**EXERCISE PROMPT**
Among the lines below, count those with "thumb". Give the total alone.

**EXERCISE INPUTS**
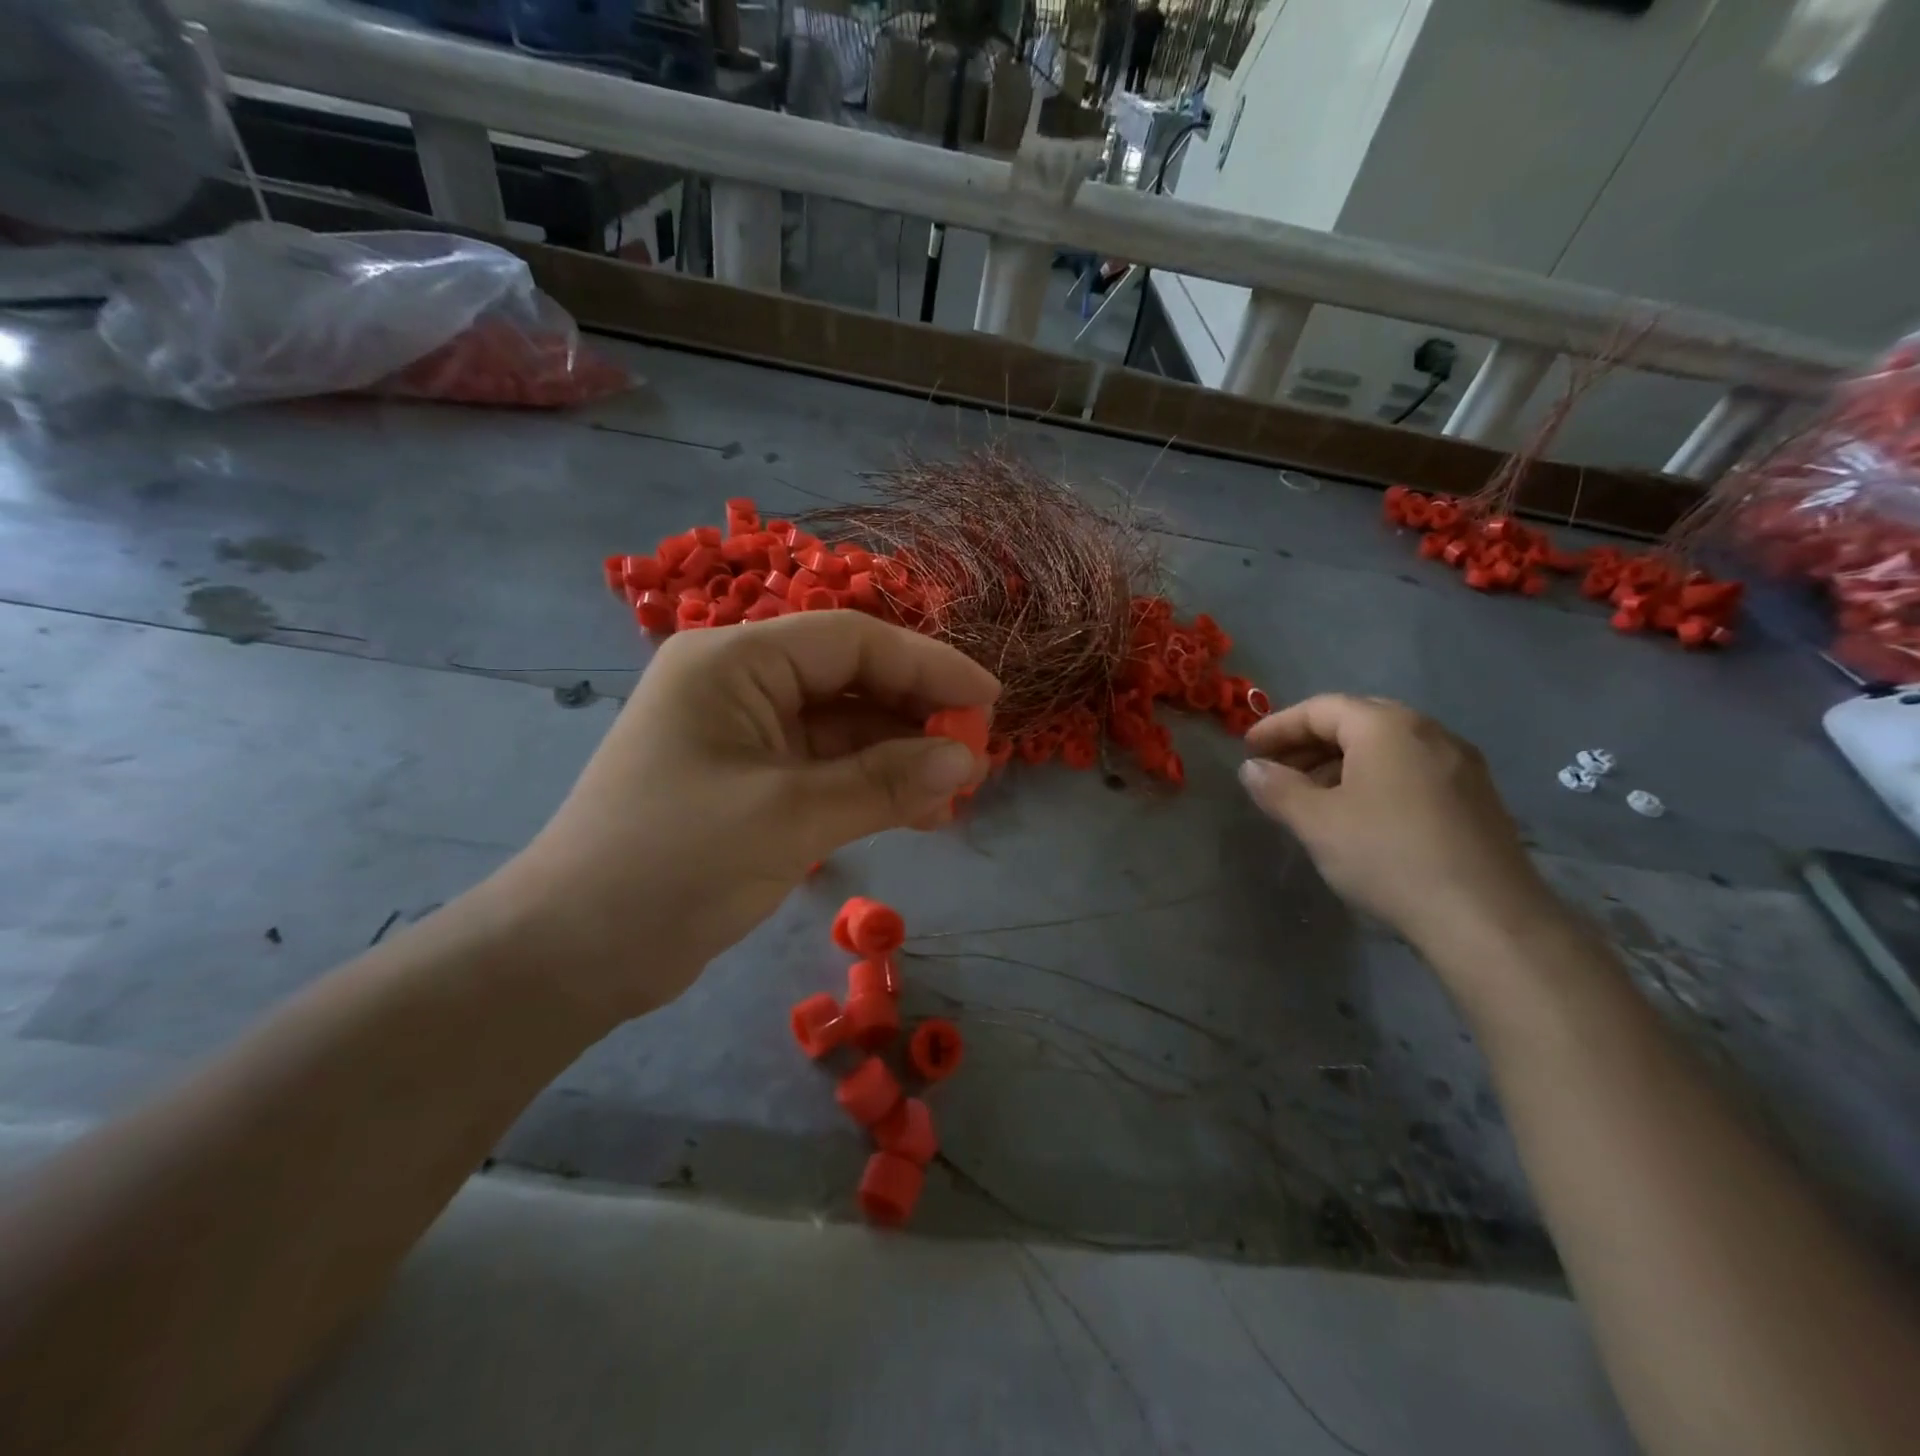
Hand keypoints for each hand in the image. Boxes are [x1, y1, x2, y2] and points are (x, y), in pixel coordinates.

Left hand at [492, 612, 996, 1022]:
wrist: (571, 955)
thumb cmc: (671, 866)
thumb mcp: (788, 818)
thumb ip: (884, 782)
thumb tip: (968, 759)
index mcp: (733, 662)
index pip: (850, 641)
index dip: (927, 665)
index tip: (989, 700)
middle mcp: (739, 684)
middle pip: (850, 680)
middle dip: (916, 713)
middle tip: (977, 752)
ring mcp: (745, 736)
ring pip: (843, 728)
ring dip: (900, 755)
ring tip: (958, 789)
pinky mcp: (751, 783)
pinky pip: (826, 769)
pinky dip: (871, 785)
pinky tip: (918, 810)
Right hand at [1238, 694, 1556, 950]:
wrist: (1487, 919)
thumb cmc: (1388, 856)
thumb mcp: (1316, 822)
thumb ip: (1277, 788)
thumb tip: (1251, 768)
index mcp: (1387, 727)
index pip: (1321, 708)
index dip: (1278, 726)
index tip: (1248, 750)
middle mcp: (1429, 732)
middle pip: (1356, 722)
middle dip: (1310, 743)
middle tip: (1277, 770)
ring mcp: (1460, 764)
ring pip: (1386, 748)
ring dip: (1340, 763)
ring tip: (1310, 796)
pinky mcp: (1477, 797)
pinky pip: (1411, 770)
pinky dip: (1374, 779)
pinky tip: (1358, 815)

**WRITTEN SOLUTION**
8